Neutral Density Filters ( ND)
Usually you can buy them in a set of 3(or more) or sold individually. They come 3 to a set, for example, because they come in varying degree of dark tint. They would usually use EV as a means to indicate the strength of the tint on the filter. Neutral means that in terms of colours, this filter will not have any impact on colours of your subject or scenery like shifting of colours, contrast..etc. What colour you see is what colour you will still get just like you never use a ND filter. What this filter was made for is to (trick as I call it) shift your shutter speed range thus alterating the exposure period. It can be anything from 3EV to 8EV for example.
Example I: I am shooting a single stalk of flower against a background of leaves. You want to blur the background out so you want to shoot at your widest apecture..say f1.8. So you set your camera to apeture priority mode, select f1.8. Unfortunately it's a very bright day and it seen that at f1.8, it is too bright and out of your shutter speed range in relation to your f-stop. The only way to get it to within the cameras shutter speed range, you need to close down your f-stop maybe from f1.8 to f8. But doing so will increase the DOF which would instead of creating a blur background as you wanted, you now have one that's in sharp focus. Making your shot too busy or take the attention away from the flower. In this case, we can use a ND filter say with a 6EV factor. With this filter over your lens, exposure latitude has changed and thus your camera is now 'tricked' into thinking it is alot darker so now the speed it calculates would be lower by 6EV that should put it to within your shutter speed range but still allow you to keep to your F1.8 apeture setting for that shallow DOF.
Example II: Using a ND filter to let you shoot in slow speed to create special effect shots. The best example would be those waterfall shots where the water seem to flow in a white and blurry flow manner unlike shots where the waterfall flow is frozen in time and every splashing drop of water is caught in mid air very clearly. Again with the ND filter you trick your camera into capturing the same scene at a much slower shutter speed creating a waterfall shot with water that flow smooth white and blurry fashion. You set your lens to the smallest apeture f22 and the speed the camera suggest is 1/30 as it is a bright sunny day. So by putting an ND filter of 6EV for example. Now your camera could be suggesting that the correct shutter speed for the shot is now 1 second or maybe longer.
Thus ND is very much like "sunglasses" for your camera.

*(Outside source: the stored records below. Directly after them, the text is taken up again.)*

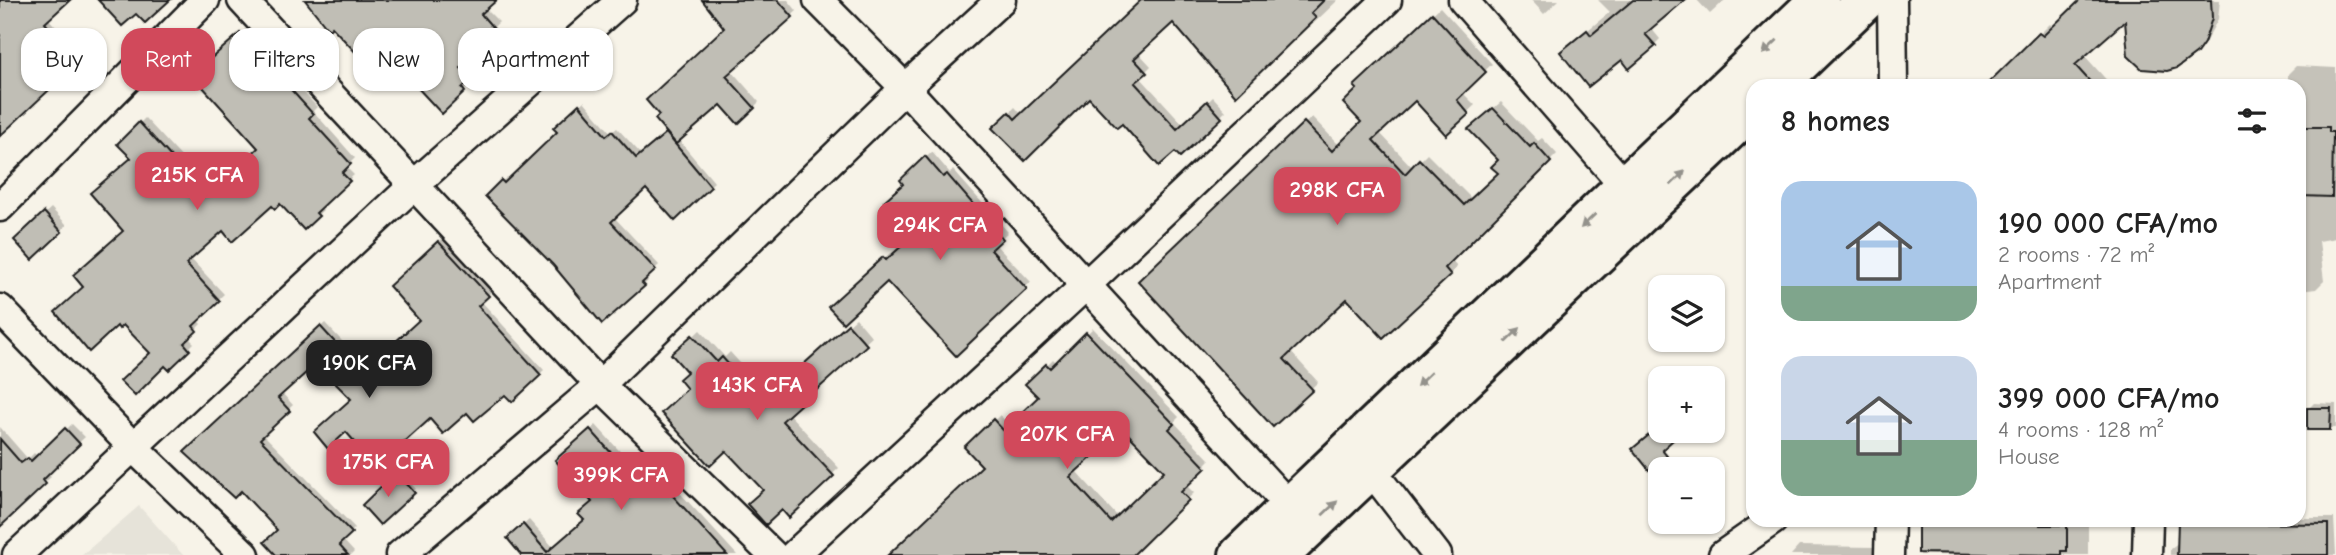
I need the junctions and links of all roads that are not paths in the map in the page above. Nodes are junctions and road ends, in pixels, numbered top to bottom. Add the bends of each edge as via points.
1 (205, 0) edge
2 (242, 0) edge
3 (622, 0) edge
4 (818, 0) edge
5 (1001, 0) edge
6 (1387, 0) edge
7 (1463, 0) edge
8 (1819, 0) edge
9 (1866, 0) edge
10 (1892, 0) edge
11 (1783, 79) edge
12 (1893, 79) edge
13 (905, 88) junction
14 (1746, 115) edge
15 (414, 185) junction
16 (1625, 186) junction
17 (0, 207) edge
18 (1086, 286) junction
19 (0, 309) edge
20 (600, 386) junction
21 (134, 448) junction
22 (1371, 470) junction
23 (1290, 507) junction
24 (1763, 527) edge
25 (1890, 527) edge
26 (2148, 527) edge
27 (17, 555) edge
28 (245, 555) edge
29 (400, 555) edge
30 (774, 555) edge
31 (794, 555) edge
32 (1239, 555) edge
33 (1280, 555) edge
34 (1437, 555) edge
35 (1723, 555) edge
36 (1889, 555) edge
37 (2147, 555) edge

1 - 17 street
2 - 15 street
3 - 15 street
4 - 13 street
5 - 13 street
6 - 18 street
7 - 16 street
8 -> 16 highway
9 - 11 highway
10 - 12 street
13 - 18 street
13 - 20 street
22 -> 14 highway
15 - 20 street
15 - 21 street
16 -> 23 highway
18 - 23 street
18 - 31 street
19 - 21 street
20 - 29 street
20 - 30 street
21 - 27 street
21 - 28 street
33 -> 22 highway
22 - 34 street
23 - 32 highway
24 - 35 street
25 - 36 street
26 - 37 street

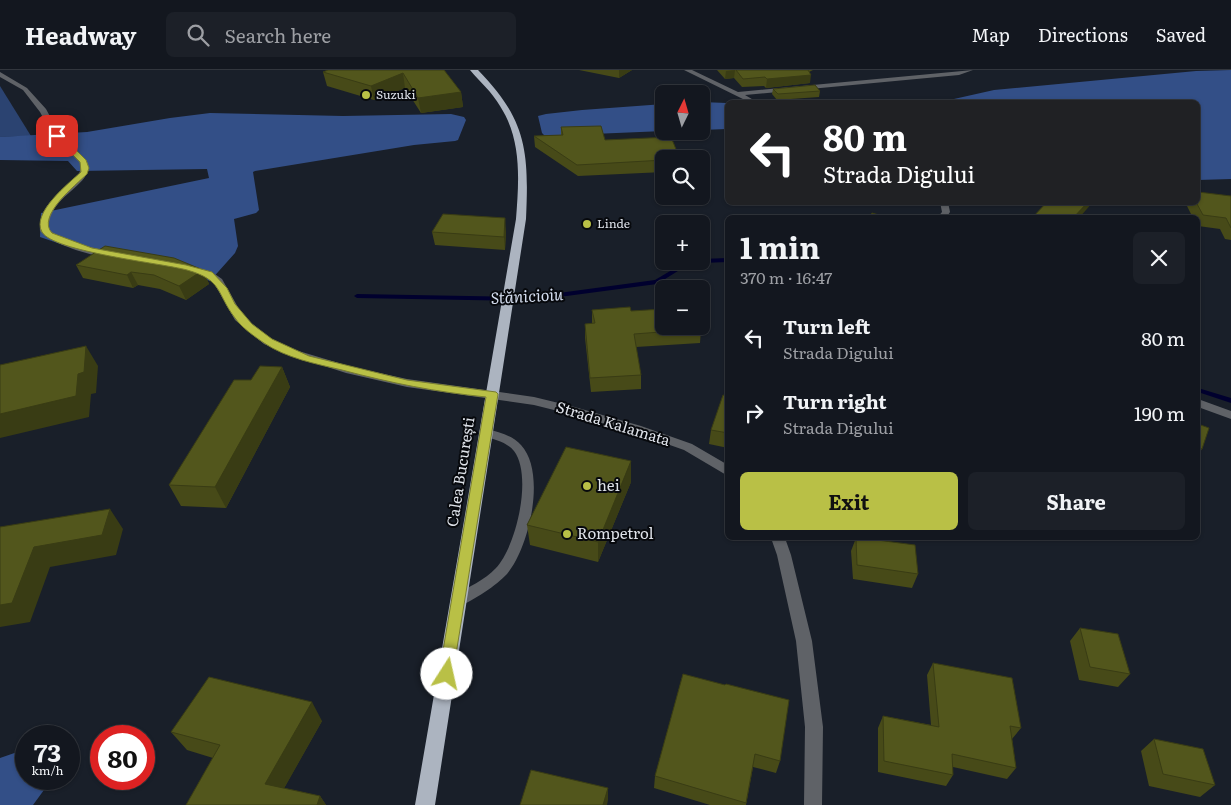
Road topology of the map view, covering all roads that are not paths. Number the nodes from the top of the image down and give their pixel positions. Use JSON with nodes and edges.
{"nodes":[{"id":1,"x":474,"y":70,"type":"edge"},
{"id":2,"x":686,"y":70,"type":"edge"},
{"id":3,"x":970,"y":70,"type":"edge"},
{"id":4,"x":0,"y":74,"type":"edge"},
{"id":5,"x":737,"y":94,"type":"junction"},
{"id":6,"x":750,"y":100,"type":"edge"},
{"id":7,"x":123,"y":256,"type":"edge"},
{"id":8,"x":179,"y":266,"type":"edge"},
{"id":9,"x":492,"y":394,"type":"junction"},
{"id":10,"x":1200,"y":404,"type":"edge"},
{"id":11,"x":1231,"y":415,"type":"edge"},
{"id":12,"x":487,"y":433,"type":"junction"},
{"id":13,"x":725,"y":469,"type":"edge"},
{"id":14,"x":779,"y":540,"type":"edge"},
{"id":15,"x":459,"y":600,"type":"junction"},
{"id":16,"x":425,"y":805,"type":"edge"},
{"id":17,"x":813,"y":805,"type":"edge"}],
"edges":[{"from":1,"to":9,"type":"highway","name":"Calea București"},
{"from":2,"to":5,"type":"street"},
{"from":3,"to":5,"type":"street"},
{"from":4,"to":7,"type":"street"},
{"from":5,"to":6,"type":"street"},
{"from":8,"to":9,"type":"street","name":"Strada Kalamata"},
{"from":9,"to":12,"type":"highway","name":"Calea București"},
{"from":9,"to":13,"type":"street","name":"Strada Kalamata"},
{"from":10,"to":11,"type":"street"},
{"from":12,"to":15,"type":"highway","name":"Calea București"},
{"from":12,"to":15,"type":"lane"},
{"from":14,"to":17,"type":"street"},
{"from":15,"to":16,"type":"highway","name":"Calea București"}]}
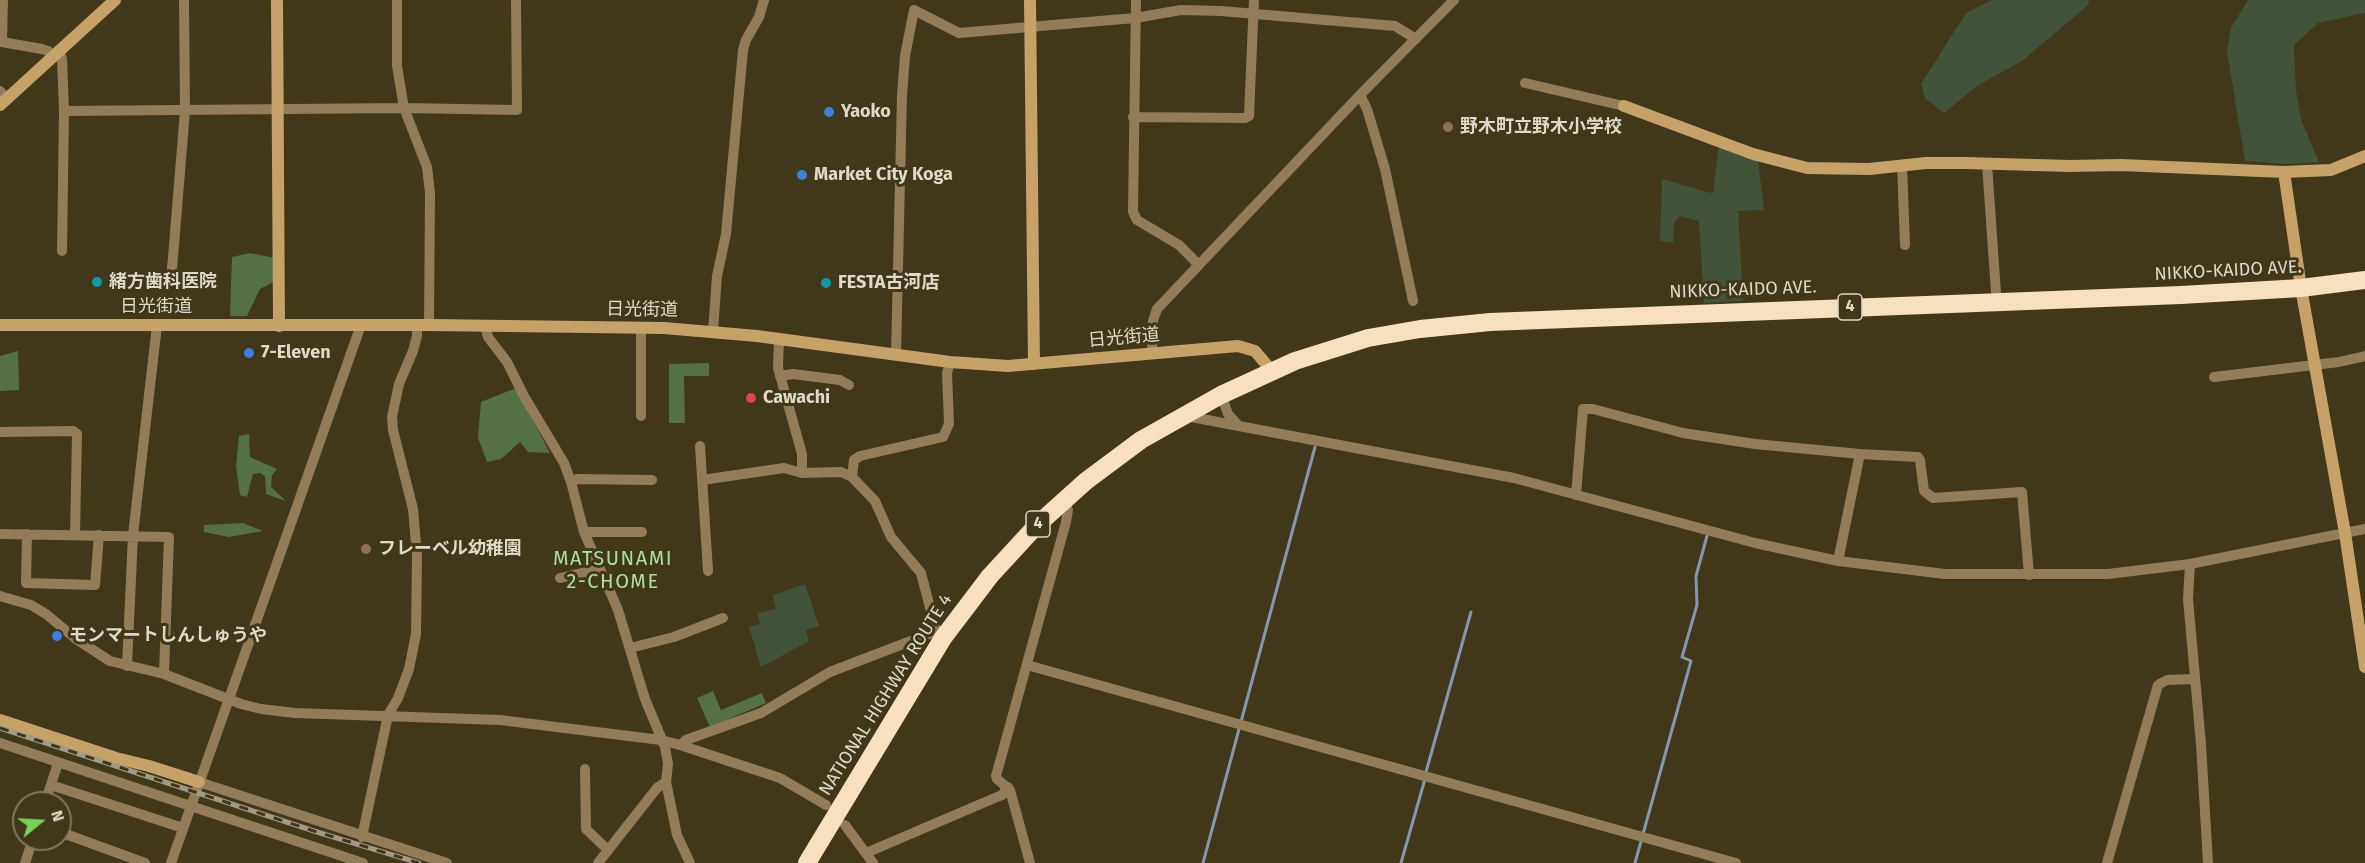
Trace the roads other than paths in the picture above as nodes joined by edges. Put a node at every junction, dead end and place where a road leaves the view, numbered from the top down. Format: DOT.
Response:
graph roads {
  1 [pos="3,0"];
  2 [pos="115,0"];
  3 [pos="184,0"];
  4 [pos="277,0"];
  5 [pos="397,0"];
  6 [pos="516,0"];
  7 [pos="764,0"];
  8 [pos="1030,0"];
  9 [pos="1136,0"];
  10 [pos="1254,0"];
  11 [pos="1454,0"];
  12 [pos="1253,15"];
  13 [pos="1135,18"];
  14 [pos="1030,28"];
  15 [pos="1416,39"];
  16 [pos="56,54"];
  17 [pos="1526,83"];
  18 [pos="1360,95"];
  19 [pos="2,98"];
  20 [pos="1624,106"];
  21 [pos="404,108"];
  22 [pos="278,109"];
  23 [pos="64,111"];
  24 [pos="185,111"];
  25 [pos="1133,117"];
  26 [pos="2365,156"];
  27 [pos="1987,164"];
  28 [pos="1902,165"];
  29 [pos="2284,172"];
  30 [pos="1905,245"];
  31 [pos="62,251"];
  32 [pos="1198,264"];
  33 [pos="170,279"];
  34 [pos="2365,280"];
  35 [pos="2301,288"];
  36 [pos="1996,294"];
  37 [pos="1413,301"];
  38 [pos="0,325"];
  39 [pos="157,325"];
  40 [pos="361,325"];
  41 [pos="423,325"];
  42 [pos="485,325"];
  43 [pos="279,326"];
  44 [pos="641,328"];
  45 [pos="713,331"];
  46 [pos="779,339"];
  47 [pos="896,354"];
  48 [pos="1152,354"];
  49 [pos="2365,356"];
  50 [pos="950,362"];
  51 [pos="1034,364"];
  52 [pos="2316,365"];
  53 [pos="1271,370"];
  54 [pos="780,376"];
  55 [pos="2214,377"];
  56 [pos="849,385"];
  57 [pos="1221,394"];
  58 [pos="1180,416"];
  59 [pos="641,417"];
  60 [pos="1238,425"];
  61 [pos="0,432"];
  62 [pos="700,446"];
  63 [pos="1860,454"];
  64 [pos="802,473"];
  65 [pos="852,477"];
  66 [pos="652,480"];
  67 [pos="702,480"];
  68 [pos="571,482"];
  69 [pos="1576,495"];
  70 [pos="1063,499"];
  71 [pos="2365,529"];
  72 [pos="584,532"];
  73 [pos="642,532"];
  74 [pos="2345,533"];
  75 [pos="0,534"];
  76 [pos="27,534"];
  77 [pos="75,534"];
  78 [pos="99,535"];
  79 [pos="133,535"];
  80 [pos="1838,561"];
  81 [pos="2190,564"];
  82 [pos="599,569"];
  83 [pos="708,572"];
  84 [pos="2029,575"];
  85 [pos="560,578"];
  86 [pos="0,596"];
  87 [pos="723,618"];
  88 [pos="940,635"];
  89 [pos="630,648"];
  90 [pos="128,666"];
  91 [pos="1027,666"];
  92 [pos="2365,667"];
  93 [pos="164,674"];
  94 [pos="2194,679"];
  95 [pos="228,698"];
  96 [pos="388,715"];
  97 [pos="0,720"];
  98 [pos="661,740"];
  99 [pos="0,743"];
  100 [pos="681,745"];
  101 [pos="58,763"];
  102 [pos="585,769"];
  103 [pos="199,782"];
  104 [pos="666,782"];
  105 [pos="51,785"];
  106 [pos="1008,787"];
  107 [pos="49,791"];
  108 [pos="826,805"];
  109 [pos="190,807"];
  110 [pos="845,825"];
  111 [pos="183,828"];
  112 [pos="72,836"];
  113 [pos="362,837"];
  114 [pos="608,850"];
  115 [pos="866,853"];
  116 [pos="357,862"];
  117 [pos="146,863"];
  118 [pos="171,863"];
  119 [pos="447,863"];
  120 [pos="598,863"];
  121 [pos="690,863"];
  122 [pos="807,863"];
  123 [pos="873,863"];
  124 [pos="1030,863"];
  125 [pos="1736,863"];
  126 [pos="2107,863"];
  127 [pos="2208,863"];
  1 -- 16 [label="street"];
  2 -- 16 [label="street"];
  3 -- 24 [label="street"];
  4 -- 22 [label="street"];
  5 -- 21 [label="street"];
  6 -- 21 [label="street"];
  7 -- 45 [label="street"];
  8 -- 14 [label="street"];
  9 -- 13 [label="street"];
  10 -- 12 [label="street"];
  11 -- 15 [label="street"];
  12 -- 13 [label="street"];
  12 -- 15 [label="street"];
  12 -- 25 [label="street"];
  13 -- 14 [label="street"];
  13 -- 25 [label="street"];
  14 -- 47 [label="street"];
  14 -- 51 [label="street"];
  15 -- 18 [label="street"];
  16 -- 19 [label="street"];
  16 -- 23 [label="street"];
  17 -- 20 [label="street"];
  18 -- 32 [label="street"];
  18 -- 37 [label="street"];
  20 -- 28 [label="street"];
  21 -- 22 [label="street"];
  21 -- 41 [label="street"];
  22 -- 24 [label="street"];
  22 -- 43 [label="street"];
  23 -- 24 [label="street"];
  23 -- 31 [label="street"];
  24 -- 33 [label="street"];
  25 -- 32 [label="street"];
  26 -- 29 [label="street"];
  27 -- 28 [label="street"];
  27 -- 29 [label="street"];
  27 -- 36 [label="street"];
  28 -- 30 [label="street"];
  29 -- 35 [label="street"];
  32 -- 48 [label="street"];
  34 -- 35 [label="highway, NIKKO-KAIDO AVE. / 4"];
  35 -- 52 [label="street"];
  35 -- 53 [label="highway, NIKKO-KAIDO AVE. / 4"];
  38 -- 39 [label="street, 日光街道"];
  39 -- 43 [label="street, 日光街道"];
  39 -- 79 [label="street"];
  40 -- 41 [label="street, 日光街道"];
  40 -- 43 [label="street, 日光街道"];
  40 -- 95 [label="street"];
  41 -- 42 [label="street, 日光街道"];
  41 -- 96 [label="street"];
  42 -- 44 [label="street, 日光街道"];
  42 -- 68 [label="street"];
  44 -- 45 [label="street, 日光街道"];
  44 -- 59 [label="street"];
  45 -- 46 [label="street, 日光街道"];
  46 -- 47 [label="street, 日光街道"];
  46 -- 54 [label="street"];
  47 -- 50 [label="street, 日光街道"];
  48 -- 51 [label="street, 日光街道"];
  48 -- 53 [label="street, 日光街道"];
  49 -- 52 [label="street"];
  50 -- 51 [label="street, 日光街道"];
  50 -- 65 [label="street"];
  52 -- 55 [label="street"];
  52 -- 74 [label="street"];
  53 -- 57 [label="highway, NATIONAL HIGHWAY ROUTE 4 / 4"];
  54 -- 56 [label="street"];
  54 -- 64 [label="street"];
  57 -- 58 [label="highway, NATIONAL HIGHWAY ROUTE 4 / 4"];
  57 -- 60 [label="street"];
  58 -- 60 [label="street"];
  58 -- 70 [label="highway, NATIONAL HIGHWAY ROUTE 4 / 4"];
  60 -- 69 [label="street"];
  61 -- 77 [label="street"];
  62 -- 67 [label="street"];
  63 -- 69 [label="street"];
  63 -- 80 [label="street"];
  63 -- 84 [label="street"];
  64 -- 65 [label="street"];
  64 -- 67 [label="street"];
  65 -- 88 [label="street"];
  66 -- 68 [label="street"];
  67 -- 83 [label="street"];
  68 -- 72 [label="street"];
  69 -- 80 [label="street"];
  70 -- 88 [label="highway, NATIONAL HIGHWAY ROUTE 4 / 4"];
  70 -- 91 [label="street"];
  71 -- 74 [label="street"];
  72 -- 73 [label="street"];
  72 -- 82 [label="street"];
  74 -- 81 [label="street"];
  74 -- 92 [label="street"];
  75 -- 76 [label="street"];
  76 -- 77 [label="street"];
  76 -- 78 [label="street"];
  77 -- 78 [label="street"];
  78 -- 79 [label="street"];
  79 -- 90 [label="street"];
  79 -- 93 [label="street"];
  80 -- 84 [label="street"];
  81 -- 84 [label="street"];
  81 -- 94 [label="street"];
  82 -- 85 [label="street"];
  82 -- 89 [label="street"];
  86 -- 90 [label="street"];
  87 -- 89 [label="street"];
  88 -- 100 [label="street"];
  88 -- 122 [label="highway, NATIONAL HIGHWAY ROUTE 4 / 4"];
  89 -- 98 [label="street"];
  90 -- 93 [label="street"];
  91 -- 106 [label="street"];
  91 -- 125 [label="street"];
  93 -- 95 [label="street"];
  94 -- 126 [label="street"];
  94 -- 127 [label="street"];
  95 -- 96 [label="street"];
  95 -- 103 [label="street"];
  96 -- 98 [label="street"];
  96 -- 113 [label="street"];
  97 -- 103 [label="street"];
  98 -- 100 [label="street"];
  98 -- 104 [label="street"];
  99 -- 101 [label="street"];
  100 -- 108 [label="street"];
  101 -- 105 [label="street"];
  101 -- 109 [label="street"];
  102 -- 114 [label="street"];
  103 -- 109 [label="street"];
  103 -- 113 [label="street"];
  104 -- 114 [label="street"];
  104 -- 121 [label="street"];
  105 -- 107 [label="street"];
  105 -- 111 [label="street"];
  106 -- 115 [label="street"];
  106 -- 124 [label="street"];
  109 -- 111 [label="street"];
  109 -- 116 [label="street"];
  110 -- 115 [label="street"];
  111 -- 118 [label="street"];
  112 -- 117 [label="street"];
  113 -- 119 [label="street"];
  114 -- 120 [label="street"];
  115 -- 123 [label="street"];
}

Polarisers: To some extend, you COULD use the polariser as a ND filter but barely because it is really too lightly tinted to be of much use(giving you maybe about 2EV). BUt yes it is possible. That about all the similarity this filter will have with the ND filter.
What polariser filters does is amazing. ( And not surprisely, they are the most expensive among all kinds of filters) Till today, I always try to use one when I am shooting all my outdoor scene or any shots with too many reflective surfaces. Most folks I notice when talking about this filter, always refer to how much more bluer or darker shade of blue the sky gets when using this filter. Yes it does that of course....and more! The filter works by cutting out reflected glare by filtering the lightwave passing through the filter. It does not work automatically. You need to turn the rim of the filter which will rotate the polariser to locate an OPTIMAL refraction angle to cut off the maximum amount of glares from the sky, water, objects..etc. Of course while you rotate it, you have to be looking into your viewfinder to detect the changes in colours, refelction on surfaces..etc For example you can cut off the glare from the water of a swimming pool so much that you can almost not see water plus maybe clearer view of everyone's swimming custome inside the pool now
Use that on leaves or any surfaces (even non shiny surfaces) and you can reduce or cut reflection off the leaves or surface too and thus improve coloration. When I shoot some of my product shots, I sacrifice abit of light exposure by using the polariser on my lens. Of course, I could spend more time adjusting the light(s) but sometime when you lack the time or just abit lazy...it does allow you to save time and get away with it. So what they say about polariser is true about the colour. Actually that is half right. They dont change the colour to darken it. They just take away all other distracting glare and light reflection from the colour surface and what you get are the true colours on the object or scene recorded on your film or CCDs
That in a nutshell is why I love the polariser. It can also help to get rid of glare or oiliness from a model's skin...not 100% but again..it helps.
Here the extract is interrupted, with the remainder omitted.